Singhs answer was to pull out the most tired clichés from the store. The Pakistan high commissioner Salman Bashir was summoned and told that barbarism was unacceptable over a nice cup of tea. Bashir dismissed Indias accusations with contempt. His boss, foreign minister Hina Rabbani, used two words where her Indian counterpart used one, calling Indias allegations absolutely unacceptable.
Examine Pakistans version of events. Islamabad claims India started the firefight on January 6 in which one of its soldiers was killed and another seriously wounded. Pakistan did not summon Indias high commissioner for coffee and photographs. It sent the 29 Baloch Regiment to extract two eyes for one. When India asked for an enquiry, Pakistan told India to jump - into the arms of the United Nations. Pakistan marshaled its array of diplomats to supplement action in the field. Dr Singh ordered Indian diplomats and armed forces to freeze and de-escalate.
Islamabad took the measure of Delhi in 2009 at Sharm el Sheikh, when, despite the international outrage over Mumbai and evidence of Pakistans involvement, it was Singh who made extraordinary concessions to put together a joint statement. The text was not shown to Indias National Security Adviser, M K Narayanan, who went ashen when he read the contents a little before it was released to media. Narayanans silence was purchased with a ghostly residence in Calcutta, also known as the Raj Bhavan.

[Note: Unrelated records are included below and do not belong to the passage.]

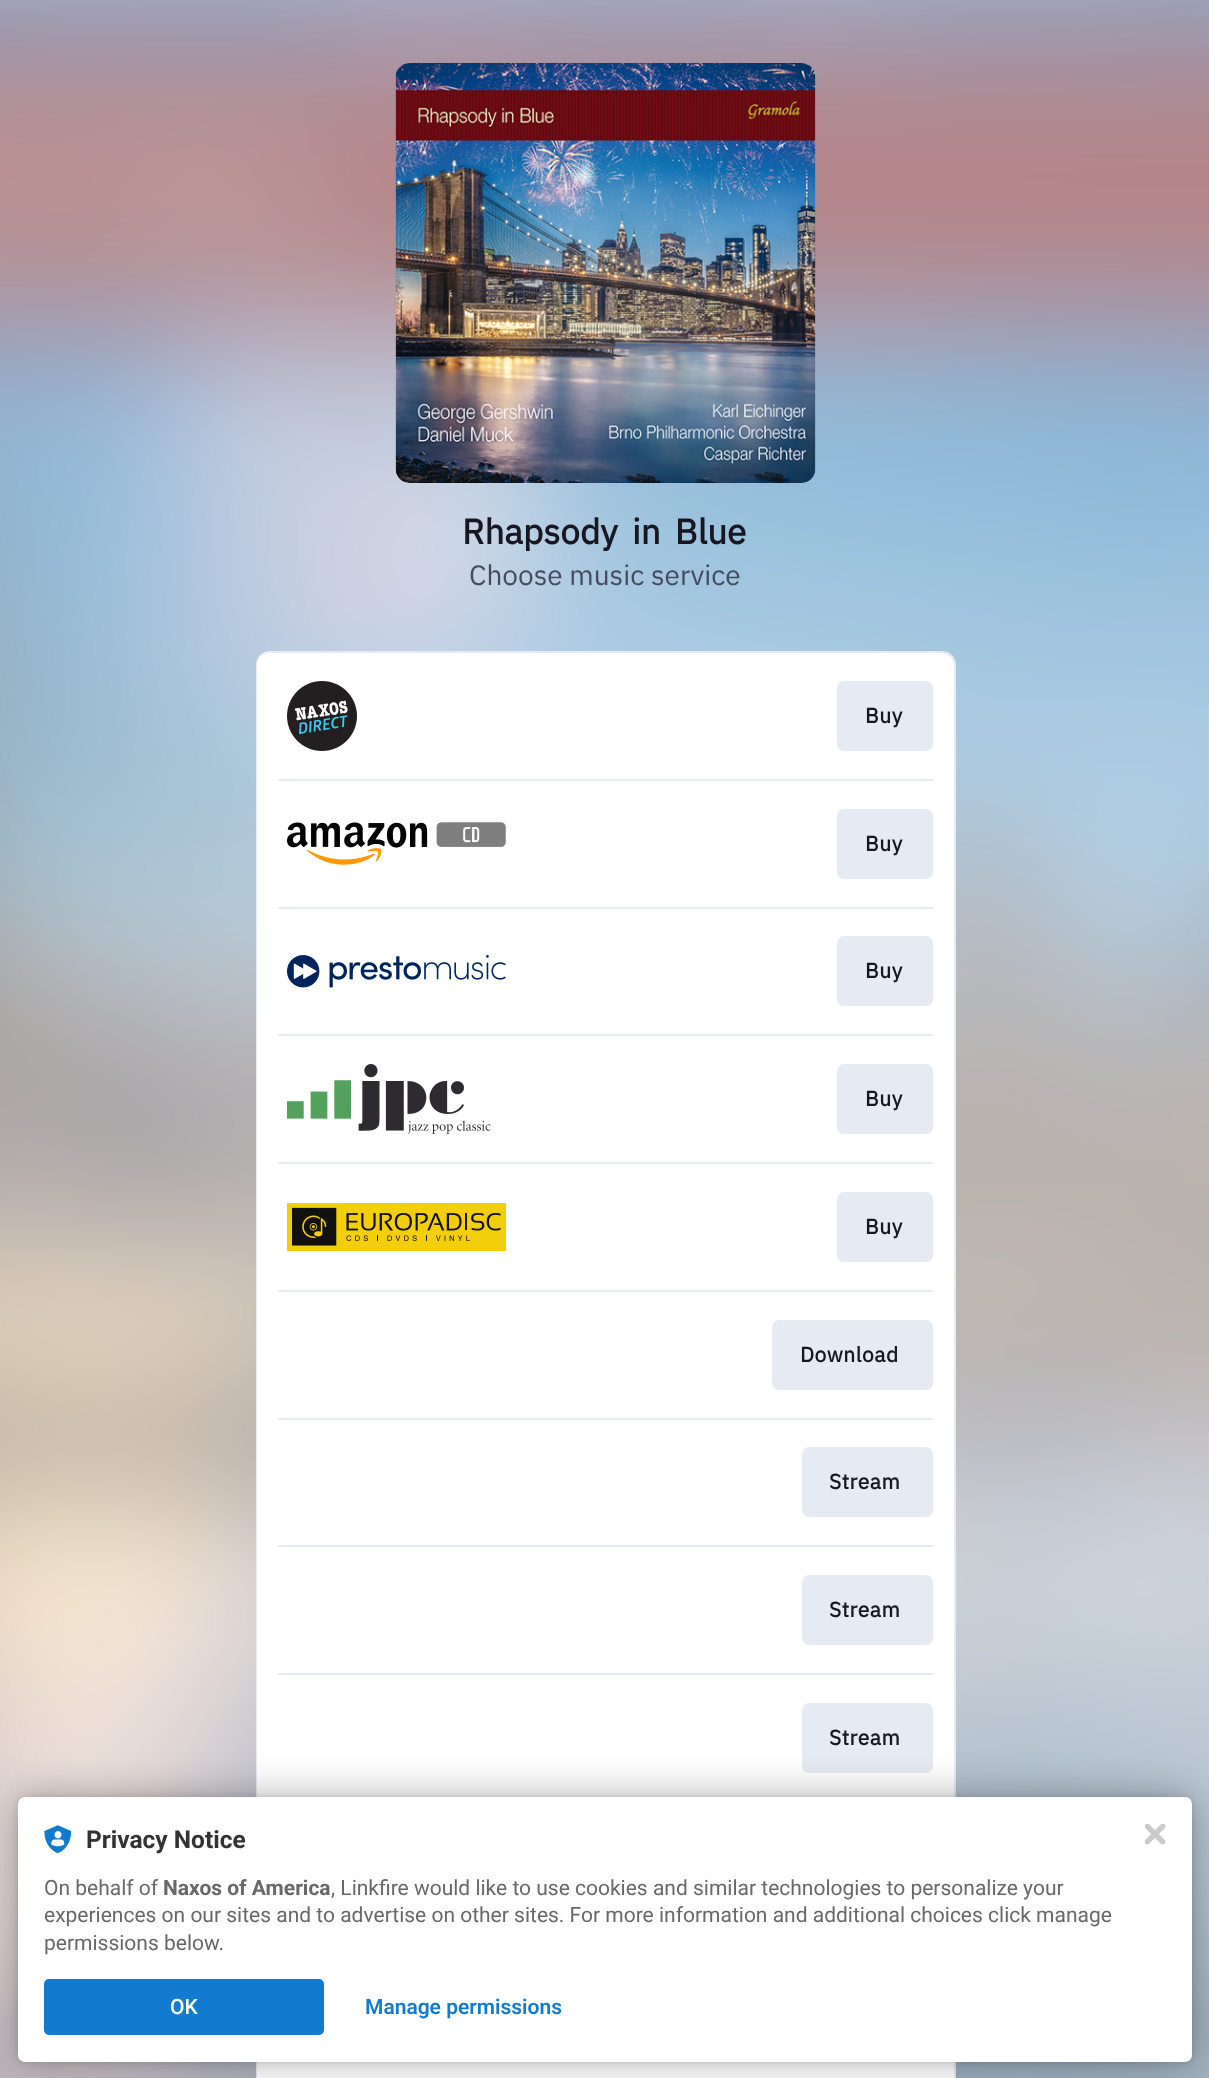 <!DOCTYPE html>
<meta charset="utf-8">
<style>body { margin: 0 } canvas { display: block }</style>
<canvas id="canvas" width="1209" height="2078"></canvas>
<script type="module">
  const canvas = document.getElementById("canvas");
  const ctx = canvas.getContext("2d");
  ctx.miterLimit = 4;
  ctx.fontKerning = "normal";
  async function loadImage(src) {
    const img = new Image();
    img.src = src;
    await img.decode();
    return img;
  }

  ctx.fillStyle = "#ffffff";
  ctx.fillRect(0, 0, 1209, 2078);
  ctx.drawImage(await loadImage("img1.png"), 0, 0, 1209, 2078);
  ctx.drawImage(await loadImage("img2.png"), 395, 63, 421, 420);
  ctx.wordSpacing = "6px";
  ctx.font = "bold 35px IBM Plex Sans";
  ctx.fillStyle = "#181721";
  ctx.fillText("Rhapsody in Blue", 462, 544);
  ctx.wordSpacing = "0px";
  ctx.font = "28px IBM Plex Sans";
  ctx.fillStyle = "#454b5f";
  ctx.fillText("Choose music service", 469, 585);
  ctx.beginPath();
  ctx.roundRect(257, 652, 698, 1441, 13);
  ctx.strokeStyle = "#e6eaf2";
  ctx.lineWidth = 2;
  ctx.stroke();
  ctx.fillStyle = "#ffffff";
  ctx.beginPath();
  ctx.roundRect(257, 653, 697, 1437, 12);
  ctx.fill();
  ctx.drawImage(await loadImage("img3.png"), 287, 681, 70, 70);
  ctx.fillStyle = "#e6eaf2";
  ctx.beginPath();
  ctx.roundRect(837, 681, 96, 70, 7);
  ctx.fill();
  ctx.letterSpacing = "0.5px";
  ctx.font = "bold 21px IBM Plex Sans";
  ctx.fillStyle = "#181721";
  ctx.fillText("Buy", 865, 723);
  ctx.fillStyle = "#e6eaf2";
  ctx.fillRect(278, 779, 655, 2);
  ctx.drawImage(await loadImage("img4.png"), 287, 822, 219, 43);
  ctx.beginPath();
  ctx.roundRect(837, 809, 96, 70, 7);
  ctx.fill();
  ctx.fillStyle = "#181721";
  ctx.fillText("Buy", 865, 851);
  ctx.fillStyle = "#e6eaf2";
  ctx.fillRect(278, 907, 655, 2);
  ctx.drawImage(await loadImage("img5.png"), 287, 955, 219, 33);
  ctx.beginPath();
  ctx.roundRect(837, 936, 96, 70, 7);
  ctx.fill();
  ctx.fillStyle = "#181721";
  ctx.fillText("Buy", 865, 978);
  ctx.fillStyle = "#e6eaf2";
  ctx.fillRect(278, 1034, 655, 2);
  ctx.drawImage(await loadImage("img6.png"), 287, 1064, 204, 70);
  ctx.beginPath();
  ctx.roundRect(837, 1064, 96, 70, 7);
  ctx.fill();
  ctx.fillStyle = "#181721";
  ctx.fillText("Buy", 865, 1106);
  ctx.fillStyle = "#e6eaf2";
  ctx.fillRect(278, 1162, 655, 2);
  ctx.drawImage(await loadImage("img7.png"), 287, 1203, 219, 48);
  ctx.beginPath();
  ctx.roundRect(837, 1192, 96, 70, 7);
  ctx.fill();
  ctx.fillStyle = "#181721";
  ctx.fillText("Buy", 865, 1234);
  ctx.fillStyle = "#e6eaf2";
  ctx.fillRect(278, 1290, 655, 2);
  ctx.beginPath();
  ctx.roundRect(772, 1320, 161, 70, 7);
  ctx.fill();
  ctx.fillStyle = "#181721";
  ctx.fillText("Download", 800, 1362);
  ctx.fillStyle = "#e6eaf2";
  ctx.fillRect(278, 1418, 655, 2);
  ctx.beginPath();
  ctx.roundRect(802, 1447, 131, 70, 7);
  ctx.fill();
  ctx.fillStyle = "#181721";
  ctx.fillText("Stream", 829, 1489);
  ctx.fillStyle = "#e6eaf2";
  ctx.fillRect(278, 1545, 655, 2);
  ctx.beginPath();
  ctx.roundRect(802, 1575, 131, 70, 7);
  ctx.fill();
  ctx.fillStyle = "#181721";
  ctx.fillText("Stream", 829, 1617);
  ctx.fillStyle = "#e6eaf2";
  ctx.fillRect(278, 1673, 655, 2);
  ctx.beginPath();
  ctx.roundRect(802, 1703, 131, 70, 7);
  ctx.fill();
  ctx.fillStyle = "#181721";
  ctx.fillText("Stream", 829, 1745);
  ctx.fillStyle = "rgba(0, 0, 0, 0.12)";
  ctx.filter = "blur(3.5px)";
  ctx.beginPath();
  ctx.roundRect(18, 1797, 1174, 265, 7);
  ctx.fill();
  ctx.filter = "none";
  ctx.fillStyle = "rgba(0, 0, 0, 0.3)";
  ctx.filter = "blur(21px)";
  ctx.beginPath();
  ctx.roundRect(18, 1797, 1174, 265, 7);
  ctx.fill();
  ctx.filter = "none";
  ctx.fillStyle = "#ffffff";
  ctx.beginPath();
  ctx.roundRect(18, 1797, 1174, 265, 7);
  ctx.fill();
  ctx.drawImage(await loadImage("img8.png"), 44, 1825, 28, 28);
  ctx.letterSpacing = "0px";
  ctx.font = "bold 24.5px Roboto";
  ctx.fillStyle = "#323232";
  ctx.fillText("Privacy Notice", 86, 1848);
  ctx.font = "21px Roboto";
  ctx.fillStyle = "#686868";
  ctx.fillText("On behalf of", 44, 1895);
  ctx.font = "bold 21px Roboto";
  ctx.fillText("Naxos of America", 163, 1895);
  ctx.font = "21px Roboto";
  ctx.fillText(", Linkfire would like to use cookies and similar technologies to personalize your", 331, 1895);
  ctx.fillText("experiences on our sites and to advertise on other sites. For more information and additional choices click manage", 44, 1922);
  ctx.fillText("permissions below.", 44, 1950);
  ctx.fillStyle = "#137bcf";
  ctx.beginPath();
  ctx.roundRect(44, 1979, 280, 56, 5);
  ctx.fill();
  ctx.font = "500 21px Roboto";
  ctx.fillStyle = "#ffffff";
  ctx.fillText("OK", 170, 2014);
  ctx.font = "600 21px Roboto";
  ctx.fillStyle = "#137bcf";
  ctx.fillText("Manage permissions", 365, 2014);
  ctx.drawImage(await loadImage("img9.png"), 1145, 1824, 21, 21);
</script>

Pakistans Army concluded that if it could get away with Mumbai, it could get away with anything. It has.
Pakistans generals have measured the Singh governments girth, and discovered a circumference bloated by hot air. They know that the only reaction from hot air can be flatulence. They've the evidence they need. There were 57 cross-border violations by Pakistan in 2010, 60 in 2011 and 117 in 2012. Delhis response has been a private, and sometimes public, campaign to reduce our forces on the border. If it takes two sides to go to war, it also takes a partnership for peace. Manmohan Singh has the look of a lonely man abandoned by the partner of his dreams.